Taemin mengangguk namun masih tertunduk, Minho pun tidak menoleh padanya. “Apakah, kau menerima pernyataan Jinki hyung?”

“Maksudmu?” tanya Taemin cepat.

“Ehm, semalam…Jinki hyung sibuk membuat coklat dan ia bilang akan memberikannya pada orang yang ia suka. Semenjak kejadian di ruangan ini waktu lalu, aku tahu ia menyukaimu.”
Taemin menelan ludahnya gugup.

“Lalu..kau sendiri bagaimana?”
Entah apa yang membuat Taemin ingin sekali menangis dan menjerit saat itu. Ingin berteriak hal yang sebenarnya tapi…itu sangat sulit. “Untuk apa kau tanyakan itu?”
Minho menggeleng, “Tadi aku lihat kalian bertukar coklat. Berarti kalian jadian, kan?”

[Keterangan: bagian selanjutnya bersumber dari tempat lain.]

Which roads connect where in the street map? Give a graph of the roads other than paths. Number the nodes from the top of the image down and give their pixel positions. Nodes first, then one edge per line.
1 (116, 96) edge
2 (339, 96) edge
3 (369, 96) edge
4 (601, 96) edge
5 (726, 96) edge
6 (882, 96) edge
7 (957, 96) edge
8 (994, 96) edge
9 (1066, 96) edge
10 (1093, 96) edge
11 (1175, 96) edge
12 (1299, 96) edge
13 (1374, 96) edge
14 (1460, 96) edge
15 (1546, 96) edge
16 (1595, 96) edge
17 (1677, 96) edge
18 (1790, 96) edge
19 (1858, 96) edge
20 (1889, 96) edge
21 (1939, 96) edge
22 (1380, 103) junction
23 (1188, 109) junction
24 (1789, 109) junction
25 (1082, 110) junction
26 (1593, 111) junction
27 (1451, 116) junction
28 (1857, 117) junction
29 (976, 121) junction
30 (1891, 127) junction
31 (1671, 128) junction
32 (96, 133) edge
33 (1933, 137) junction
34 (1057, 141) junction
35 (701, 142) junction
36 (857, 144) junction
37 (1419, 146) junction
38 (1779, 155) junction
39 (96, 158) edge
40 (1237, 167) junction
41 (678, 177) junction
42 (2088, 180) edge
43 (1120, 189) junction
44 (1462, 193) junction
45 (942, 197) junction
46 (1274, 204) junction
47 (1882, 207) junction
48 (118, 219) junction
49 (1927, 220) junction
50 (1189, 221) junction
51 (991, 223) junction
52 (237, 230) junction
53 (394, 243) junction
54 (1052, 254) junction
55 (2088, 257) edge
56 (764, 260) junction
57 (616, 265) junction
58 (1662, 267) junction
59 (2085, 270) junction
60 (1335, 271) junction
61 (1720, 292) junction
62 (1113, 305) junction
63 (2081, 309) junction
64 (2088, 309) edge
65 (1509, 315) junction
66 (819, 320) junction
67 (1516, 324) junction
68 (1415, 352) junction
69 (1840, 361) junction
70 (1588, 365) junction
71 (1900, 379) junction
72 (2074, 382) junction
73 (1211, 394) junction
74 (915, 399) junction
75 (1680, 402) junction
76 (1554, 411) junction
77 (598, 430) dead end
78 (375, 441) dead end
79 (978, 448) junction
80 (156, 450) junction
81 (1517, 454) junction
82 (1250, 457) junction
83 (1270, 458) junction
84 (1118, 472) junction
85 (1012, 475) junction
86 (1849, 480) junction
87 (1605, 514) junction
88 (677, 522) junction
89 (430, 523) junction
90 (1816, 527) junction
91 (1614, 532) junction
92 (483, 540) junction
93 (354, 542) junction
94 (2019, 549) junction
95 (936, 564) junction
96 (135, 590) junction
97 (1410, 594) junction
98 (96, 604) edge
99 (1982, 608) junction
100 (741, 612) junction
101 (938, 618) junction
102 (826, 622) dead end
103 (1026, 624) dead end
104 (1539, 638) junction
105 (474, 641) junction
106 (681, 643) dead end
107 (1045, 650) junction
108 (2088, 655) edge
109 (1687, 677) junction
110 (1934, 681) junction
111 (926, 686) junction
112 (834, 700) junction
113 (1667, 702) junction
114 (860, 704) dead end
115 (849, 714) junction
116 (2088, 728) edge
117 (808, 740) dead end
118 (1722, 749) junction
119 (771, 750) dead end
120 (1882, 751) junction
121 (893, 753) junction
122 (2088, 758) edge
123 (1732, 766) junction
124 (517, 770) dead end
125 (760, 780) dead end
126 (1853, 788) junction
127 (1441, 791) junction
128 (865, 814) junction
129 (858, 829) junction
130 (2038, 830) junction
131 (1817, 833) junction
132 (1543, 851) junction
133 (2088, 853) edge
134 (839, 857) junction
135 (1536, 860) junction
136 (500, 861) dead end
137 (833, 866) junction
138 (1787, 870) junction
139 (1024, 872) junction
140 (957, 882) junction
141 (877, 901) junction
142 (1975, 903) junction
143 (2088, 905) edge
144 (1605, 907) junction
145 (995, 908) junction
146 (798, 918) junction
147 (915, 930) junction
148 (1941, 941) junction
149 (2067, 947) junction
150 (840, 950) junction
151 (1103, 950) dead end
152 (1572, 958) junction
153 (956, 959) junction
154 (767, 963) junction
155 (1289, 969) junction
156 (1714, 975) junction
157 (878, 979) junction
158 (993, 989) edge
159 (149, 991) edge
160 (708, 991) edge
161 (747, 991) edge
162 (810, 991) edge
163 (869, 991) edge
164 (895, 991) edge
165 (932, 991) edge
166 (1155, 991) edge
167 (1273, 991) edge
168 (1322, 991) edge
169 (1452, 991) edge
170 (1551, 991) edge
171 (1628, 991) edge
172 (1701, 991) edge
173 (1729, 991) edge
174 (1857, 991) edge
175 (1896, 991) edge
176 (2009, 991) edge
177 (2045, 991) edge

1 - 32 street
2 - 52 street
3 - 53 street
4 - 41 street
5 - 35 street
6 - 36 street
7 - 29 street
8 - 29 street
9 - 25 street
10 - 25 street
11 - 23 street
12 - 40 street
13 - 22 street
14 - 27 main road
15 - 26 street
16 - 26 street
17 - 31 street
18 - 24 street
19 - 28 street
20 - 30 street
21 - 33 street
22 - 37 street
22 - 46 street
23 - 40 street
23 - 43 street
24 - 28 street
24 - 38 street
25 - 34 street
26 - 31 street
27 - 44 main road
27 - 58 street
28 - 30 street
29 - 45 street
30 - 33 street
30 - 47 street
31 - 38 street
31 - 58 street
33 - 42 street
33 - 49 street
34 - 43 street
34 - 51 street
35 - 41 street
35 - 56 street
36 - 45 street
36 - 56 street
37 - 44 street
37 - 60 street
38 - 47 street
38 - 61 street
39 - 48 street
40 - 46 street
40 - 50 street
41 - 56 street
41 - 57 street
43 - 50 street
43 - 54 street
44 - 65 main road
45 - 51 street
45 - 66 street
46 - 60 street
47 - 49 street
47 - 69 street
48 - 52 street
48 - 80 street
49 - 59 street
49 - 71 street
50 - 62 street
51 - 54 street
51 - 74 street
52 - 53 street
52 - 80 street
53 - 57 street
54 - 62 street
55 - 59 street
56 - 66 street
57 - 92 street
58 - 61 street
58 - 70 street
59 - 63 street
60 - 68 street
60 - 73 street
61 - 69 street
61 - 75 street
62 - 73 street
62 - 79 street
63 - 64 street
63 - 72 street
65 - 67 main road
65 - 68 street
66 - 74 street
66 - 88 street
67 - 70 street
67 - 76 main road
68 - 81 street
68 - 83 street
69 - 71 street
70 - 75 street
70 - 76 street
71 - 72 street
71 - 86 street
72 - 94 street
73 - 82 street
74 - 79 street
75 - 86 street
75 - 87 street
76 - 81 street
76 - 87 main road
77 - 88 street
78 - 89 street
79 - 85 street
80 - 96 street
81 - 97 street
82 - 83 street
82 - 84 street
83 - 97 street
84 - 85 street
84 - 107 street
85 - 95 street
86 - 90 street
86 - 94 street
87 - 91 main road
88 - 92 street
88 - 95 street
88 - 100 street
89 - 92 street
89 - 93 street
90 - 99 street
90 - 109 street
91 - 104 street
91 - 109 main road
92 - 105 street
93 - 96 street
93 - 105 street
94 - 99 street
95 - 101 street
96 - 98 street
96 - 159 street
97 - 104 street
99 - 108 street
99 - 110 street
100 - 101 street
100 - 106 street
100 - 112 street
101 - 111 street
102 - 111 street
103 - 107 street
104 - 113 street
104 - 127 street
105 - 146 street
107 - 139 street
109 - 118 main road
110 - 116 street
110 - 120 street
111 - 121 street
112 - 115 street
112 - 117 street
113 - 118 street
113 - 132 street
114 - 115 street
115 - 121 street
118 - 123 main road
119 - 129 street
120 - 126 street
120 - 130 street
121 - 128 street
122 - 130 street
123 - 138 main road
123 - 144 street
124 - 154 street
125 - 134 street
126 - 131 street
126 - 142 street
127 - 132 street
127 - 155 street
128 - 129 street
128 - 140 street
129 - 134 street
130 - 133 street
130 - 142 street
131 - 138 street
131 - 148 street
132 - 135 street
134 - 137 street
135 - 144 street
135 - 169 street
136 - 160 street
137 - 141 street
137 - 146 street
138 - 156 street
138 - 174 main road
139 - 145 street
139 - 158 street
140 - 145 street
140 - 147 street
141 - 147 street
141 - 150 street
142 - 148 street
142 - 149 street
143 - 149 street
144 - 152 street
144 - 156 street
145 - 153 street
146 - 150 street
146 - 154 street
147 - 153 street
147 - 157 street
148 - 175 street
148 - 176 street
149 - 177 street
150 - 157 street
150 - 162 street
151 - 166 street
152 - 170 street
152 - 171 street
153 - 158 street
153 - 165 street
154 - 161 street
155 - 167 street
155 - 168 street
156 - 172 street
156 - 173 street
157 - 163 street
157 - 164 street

“Minho sendiri bagaimana? Tiffanny juga sudah menyatakan perasaannya padamu, kan? Kemarin ia bercerita akan mengutarakannya. Kalian juga sudah jadian?”
Namja tampan itu menghela nafas, “Taemin, aku mohon kau berkata jujur padaku. Apa kau menyukai jinki hyung?”
Taemin menggertakkan gigi untuk mendapat kekuatan, “Ya, aku suka. Dia baik. Tapi…”

“Sudah kuduga. Aku tahu aku memang bodoh.” Potong Minho.

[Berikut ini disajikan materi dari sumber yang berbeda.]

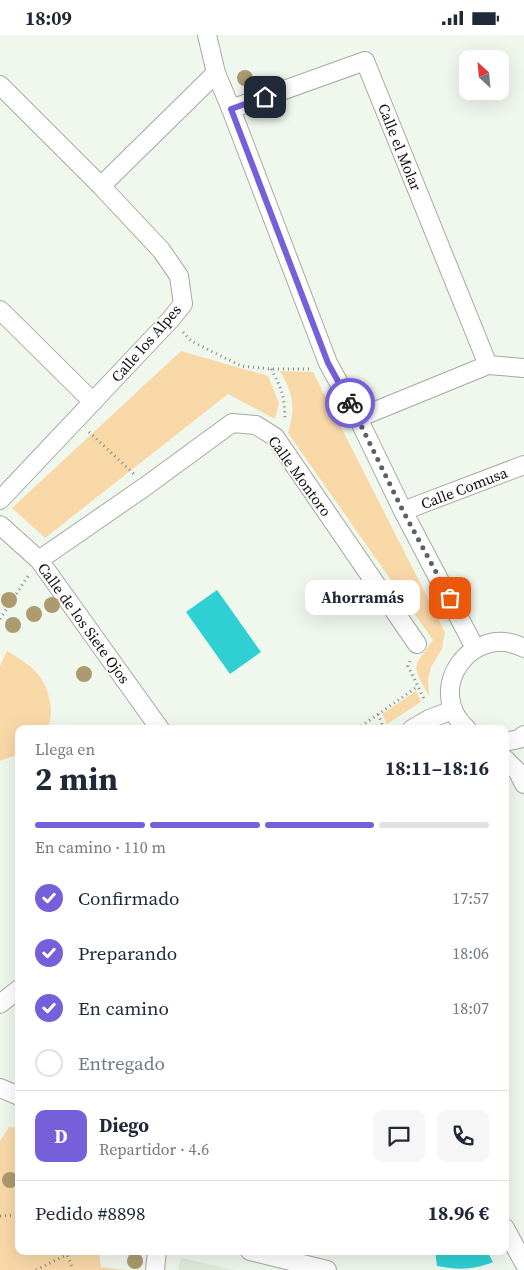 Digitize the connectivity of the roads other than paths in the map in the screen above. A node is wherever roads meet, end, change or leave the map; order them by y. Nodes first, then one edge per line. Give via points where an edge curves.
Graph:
1 (207, 35) edge
2 (216, 73) junction
3 (0, 85) edge
4 (231, 109) junction
5 (101, 186) junction
6 (0, 310) edge
7 (488, 365) junction
8 (524, 368) edge
9 (93, 402) junction
10 (358, 418) junction
11 (524, 465) edge
12 (0, 500) edge
13 (403, 511) junction
14 (0, 525) edge
15 (39, 560) junction
16 (417, 645) road end
17 (475, 648) junction
18 (524, 648) edge
19 (453, 710) junction
20 (157, 725) edge
21 (419, 725) edge
22 (463, 725) edge
23 (524, 735) edge
24 (509, 741) edge
25 (509, 763) edge
26 (524, 784) edge
27 (15, 992) edge
28 (0, 1004) edge
29 (0, 1088) edge
30 (15, 1094) edge
31 (509, 1235) edge
32 (157, 1255) edge
33 (266, 1255) edge
34 (524, 1263) edge
35 (155, 1270) edge
36 (327, 1270) edge

1 - 2 street
2 - 4 street
2 - 5 street
3 - 5 street, Calle los Alpes
4 - 7 street, Calle el Molar via 365,61
4 - 10 street via 328,363
5 - 9 street, Calle los Alpes via 161,250 179,276 183,304
6 - 9 street
7 - 8 street
7 - 10 street
9 - 12 street, Calle los Alpes
10 - 13 street
11 - 13 street, Calle Comusa
13 - 17 street
14 - 15 street, Calle de los Siete Ojos
15 - 16 street, Calle Montoro via 232,423 256,425 275,437
15 - 20 street, Calle de los Siete Ojos
17 - 18 street via 503,641
17 - 19 street via 464,657 451,682
19 - 21 street
19 - 22 street
23 - 24 street
25 - 26 street
27 - 28 street
29 - 30 street
31 - 34 street
32 - 35 street
33 - 36 street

“Dengar dulu penjelasanku. Aku memang menyukai Jinki hyung, tetapi untuk melangkah lebih jauh…. Aku tidak bisa. Aku tidak ingin merusak pertemanan kita bertiga. Dan sebagai bukti persahabatan, kami bertukar coklat. Jinki hyung sangat baik, ia mengerti maksudku. Aku tahu aku egois tidak memikirkan perasaannya, tapi…aku ingin menjadi teman baik saja…aku ingin selalu dikenangnya sebagai Taemin sahabatnya, aku….” Tiba-tiba entah sejak kapan, air mata Taemin mulai turun membasahi pipinya yang memerah karena udara dingin dan juga tangisnya.

“Taemin….”

Taemin menghapus air matanya dan menahannya agar tidak kembali keluar, “Hanya dengan Jinki hyung aku bisa berkata jujur dan menjadi Taemin apa adanya. Andai aku mau menipu diri, aku pasti menerimanya dan dengan bangga berjalan di sampingnya sebagai pasangannya. Tetapi tentu itu tidak adil baginya, dan seperti nasehatmu, aku jujur. Aku katakan bahwa hatiku telah diisi oleh orang lain.”
Minho memandang Taemin terkejut. Mata indahnya mengerjap-ngerjap bingung.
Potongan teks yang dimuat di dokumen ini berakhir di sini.